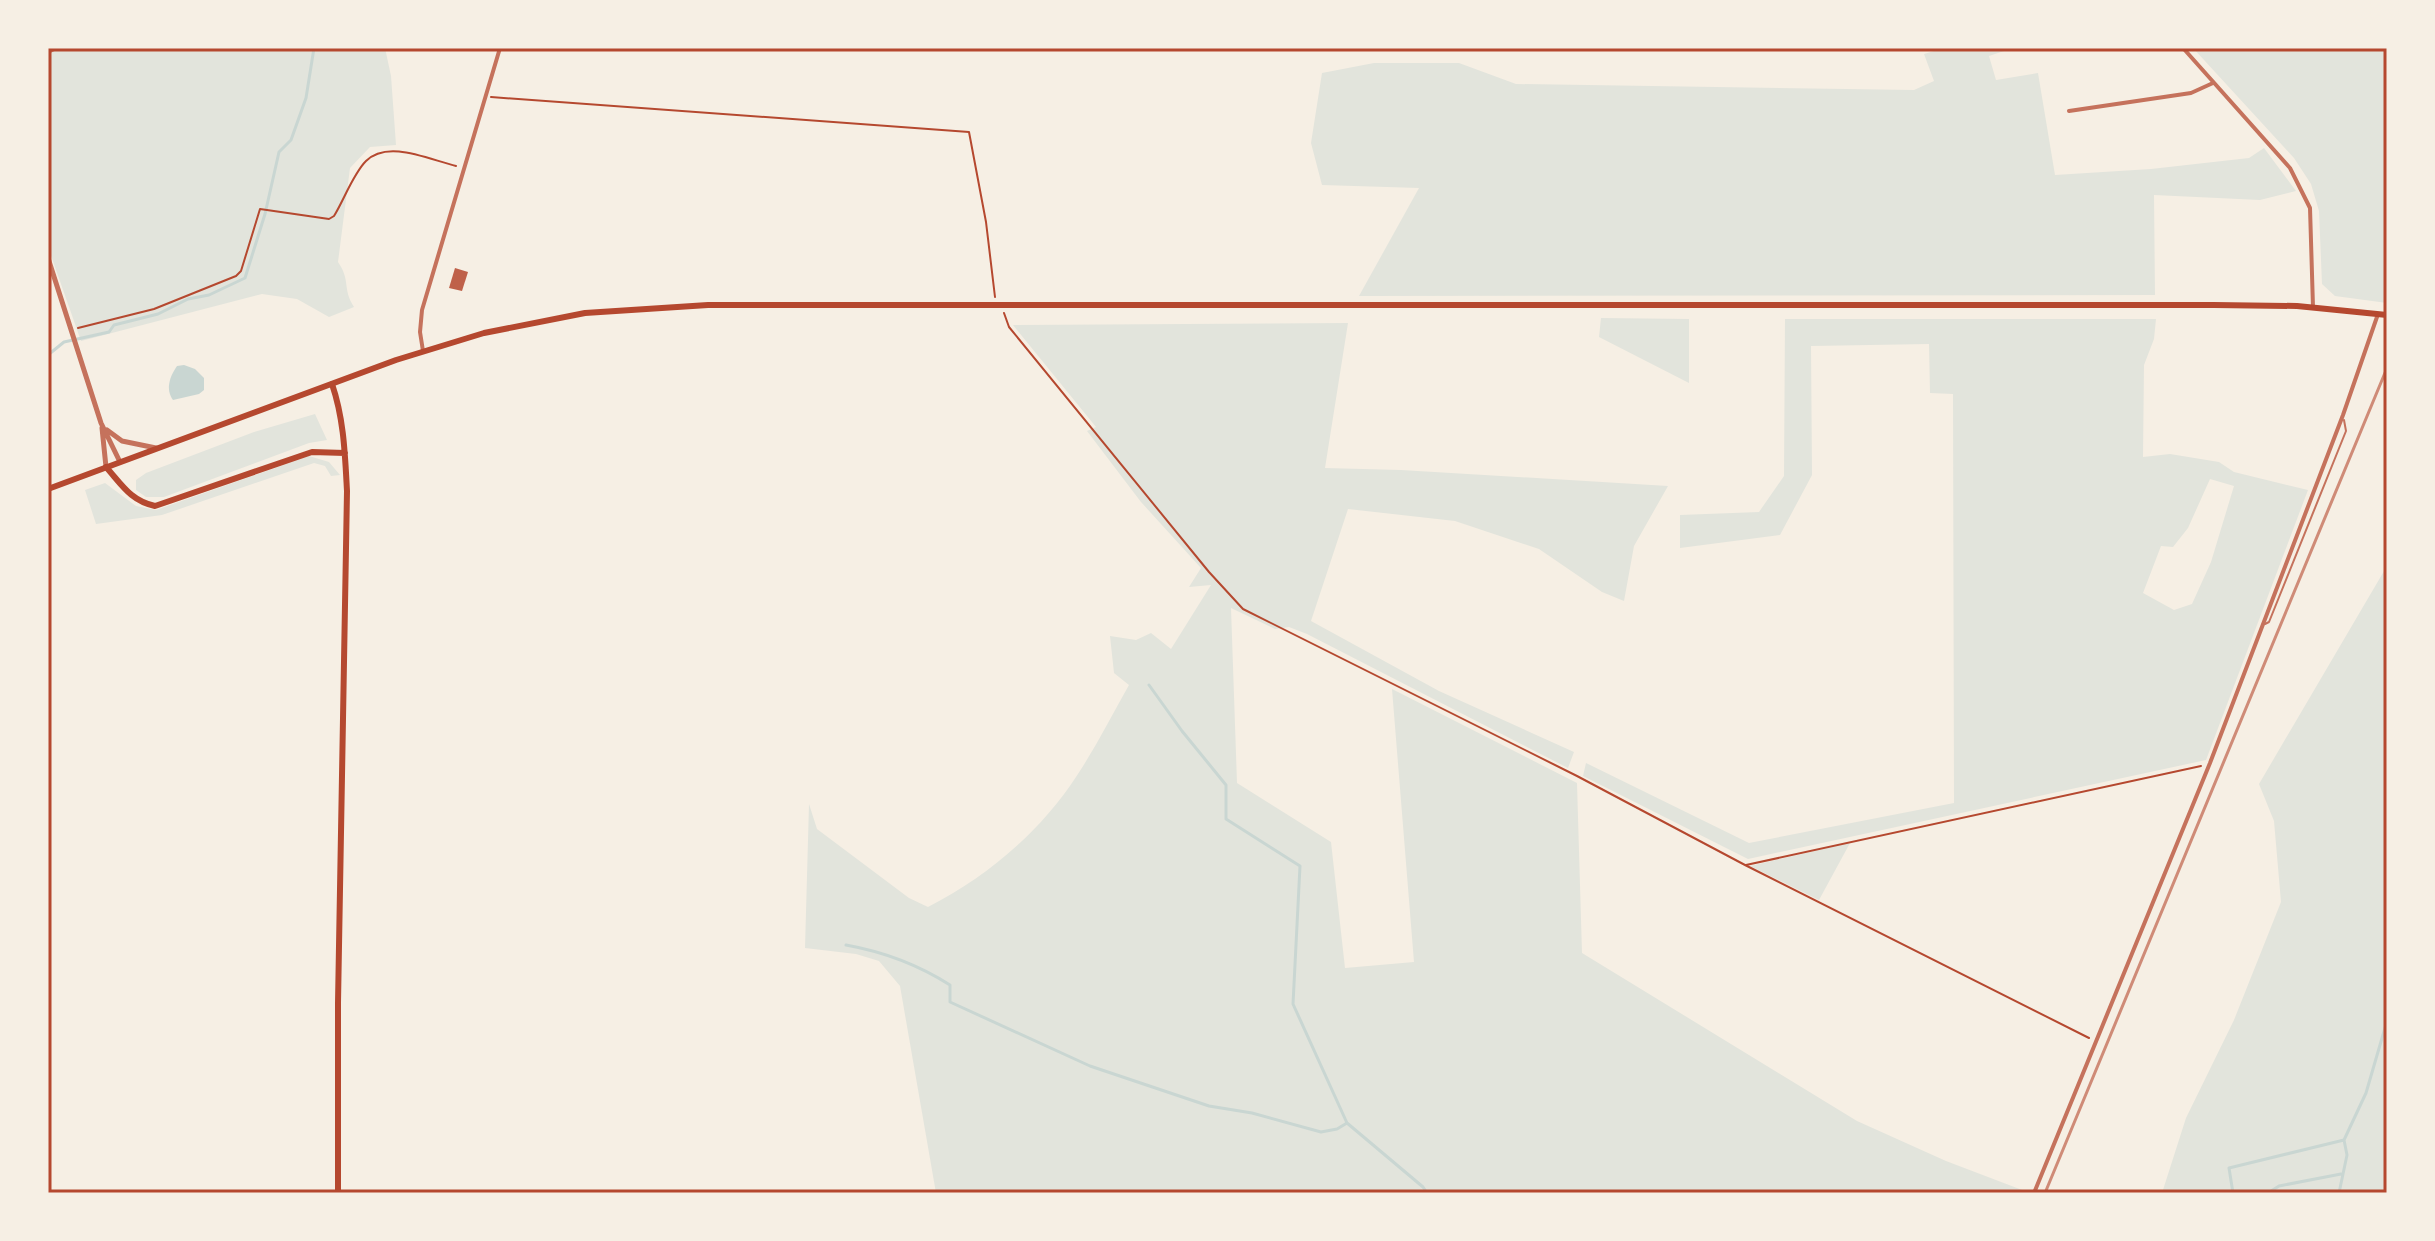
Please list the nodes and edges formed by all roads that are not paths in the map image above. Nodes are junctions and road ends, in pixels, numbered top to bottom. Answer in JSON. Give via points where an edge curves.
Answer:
{"nodes":[{"id":1,"x":56,"y":48,"type":"edge"},
{"id":2,"x":500,"y":48,"type":"edge"},
{"id":3,"x":2183,"y":48,"type":"edge"},
{"id":4,"x":48,"y":52,"type":"edge"},
{"id":5,"x":2213,"y":83,"type":"junction"},
{"id":6,"x":2069,"y":111,"type":"dead end"},
{"id":7,"x":48,"y":258,"type":"edge"},
{"id":8,"x":50,"y":269,"type":"edge"},
{"id":9,"x":2313,"y":307,"type":"junction"},
{"id":10,"x":2378,"y":314,"type":"junction"},
{"id":11,"x":2387,"y":315,"type":"edge"},
{"id":12,"x":423,"y":351,"type":"junction"},
{"id":13,"x":332,"y":384,"type":"junction"},
{"id":14,"x":2343,"y":415,"type":"junction"},
{"id":15,"x":101,"y":423,"type":"junction"},
{"id":16,"x":157,"y":448,"type":"junction"},
{"id":17,"x":345,"y":453,"type":"junction"},
{"id":18,"x":120,"y":462,"type":"junction"},
{"id":19,"x":106,"y":467,"type":"junction"},
{"id":20,"x":48,"y":489,"type":"edge"},
{"id":21,"x":2262,"y":627,"type":"junction"},
{"id":22,"x":338,"y":1193,"type":"edge"},
{"id":23,"x":2034,"y":1193,"type":"edge"}],
"edges":[{"from":1,"to":4,"type":"street"},
{"from":2,"to":12,"type":"street","via":[[422,310]]},
{"from":3,"to":5,"type":"street"},
{"from":5,"to":6,"type":"street","via":[[2191,93]]},
{"from":5,"to":9,"type":"street","via":[[2303,188],[2310,208]]},
{"from":7,"to":8,"type":"street"},
{"from":8,"to":15,"type":"street"},
{"from":9,"to":10,"type":"main road"},
{"from":9,"to":12,"type":"main road","via":[[708,305],[612,310],[509,327]]},
{"from":10,"to":11,"type":"main road"},
{"from":10,"to":14,"type":"street"},
{"from":12,"to":13,"type":"main road"},
{"from":13,"to":16,"type":"main road"},
{"from":13,"to":17,"type":"main road"},
{"from":14,"to":21,"type":"street"},
{"from":14,"to":21,"type":"lane","via":[[2346,431],[2269,622]]},
{"from":15,"to":16,"type":"street","via":[[122,441]]},
{"from":15,"to":18,"type":"street"},
{"from":15,"to":19,"type":"street"},
{"from":16,"to":18,"type":"main road"},
{"from":17,"to":19,"type":"main road","via":[[312,452],[155,506],[128,494]]},
{"from":17,"to":22,"type":"main road"},
{"from":18,"to":19,"type":"main road"},
{"from":19,"to":20,"type":"main road"},
{"from":21,"to":23,"type":"street"}]}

+===+

> Assignment:
Every line of the material is to be quoted exactly, with no pictures carried over.

> Answer section:
Please list the nodes and edges formed by all roads that are not paths in the map image above. Nodes are junctions and road ends, in pixels, numbered top to bottom. Answer in JSON. Give via points where an edge curves.
Answer:
{"nodes":[{"id":1,"x":56,"y":48,"type":"edge"},
{"id":2,"x":500,"y":48,"type":"edge"},
{"id":3,"x":2183,"y":48,"type":"edge"},
{"id":4,"x":48,"y":52,"type":"edge"},
{"id":5,"x":2213,"y":83,"type":"junction"},
{"id":6,"x":2069,"y":111,"type":"dead end"},
{"id":7,"x":48,"y":258,"type":"edge"},
{"id":8,"x":50,"y":269,"type":"edge"},
{"id":9,"x":2313,"y":307,"type":"junction"},
{"id":10,"x":2378,"y":314,"type":"junction"},
{"id":11,"x":2387,"y":315,"type":"edge"},
{"id":12,"x":423,"y":351,"type":"junction"},
{"id":13,"x":332,"y":384,"type":"junction"},
{"id":14,"x":2343,"y":415,"type":"junction"},
{"id":15,"x":101,"y":423,"type":"junction"},
{"id":16,"x":157,"y":448,"type":"junction"},
{"id":17,"x":345,"y":453,"type":"junction"},
{"id":18,"x":120,"y":462,"type":"junction"},
{"id":19,"x":106,"y":467,"type":"junction"},
{"id":20,"x":48,"y":489,"type":"edge"},
{"id":21,"x":2262,"y":627,"type":"junction"},
{"id":22,"x":338,"y":1193,"type":"edge"},
{"id":23,"x":2034,"y":1193,"type":"edge"}],
"edges":[{"from":1,"to":4,"type":"street"},
{"from":2,"to":12,"type":"street","via":[[422,310]]},
{"from":3,"to":5,"type":"street"},
{"from":5,"to":6,"type":"street","via":[[2191,93]]},
{"from":5,"to":9,"type":"street","via":[[2303,188],[2310,208]]},
{"from":7,"to":8,"type":"street"},
{"from":8,"to":15,"type":"street"},
{"from":9,"to":10,"type":"main road"},
{"from":9,"to":12,"type":"main road","via":[[708,305],[612,310],[509,327]]},
{"from":10,"to":11,"type":"main road"},
{"from":10,"to":14,"type":"street"},
{"from":12,"to":13,"type":"main road"},
{"from":13,"to":16,"type":"main road"},
{"from":13,"to":17,"type":"main road"},
{"from":14,"to":21,"type":"street"},
{"from":14,"to":21,"type":"lane","via":[[2346,431],[2269,622]]},
{"from":15,"to":16,"type":"street","via":[[122,441]]},
{"from":15,"to":18,"type":"street"},
{"from":15,"to":19,"type":"street"},
{"from":16,"to":18,"type":"main road"},
{"from":17,"to":19,"type":"main road","via":[[312,452],[155,506],[128,494]]},
{"from":17,"to":22,"type":"main road"},
{"from":18,"to":19,"type":"main road"},
{"from":19,"to":20,"type":"main road"},
{"from":21,"to":23,"type":"street"}]}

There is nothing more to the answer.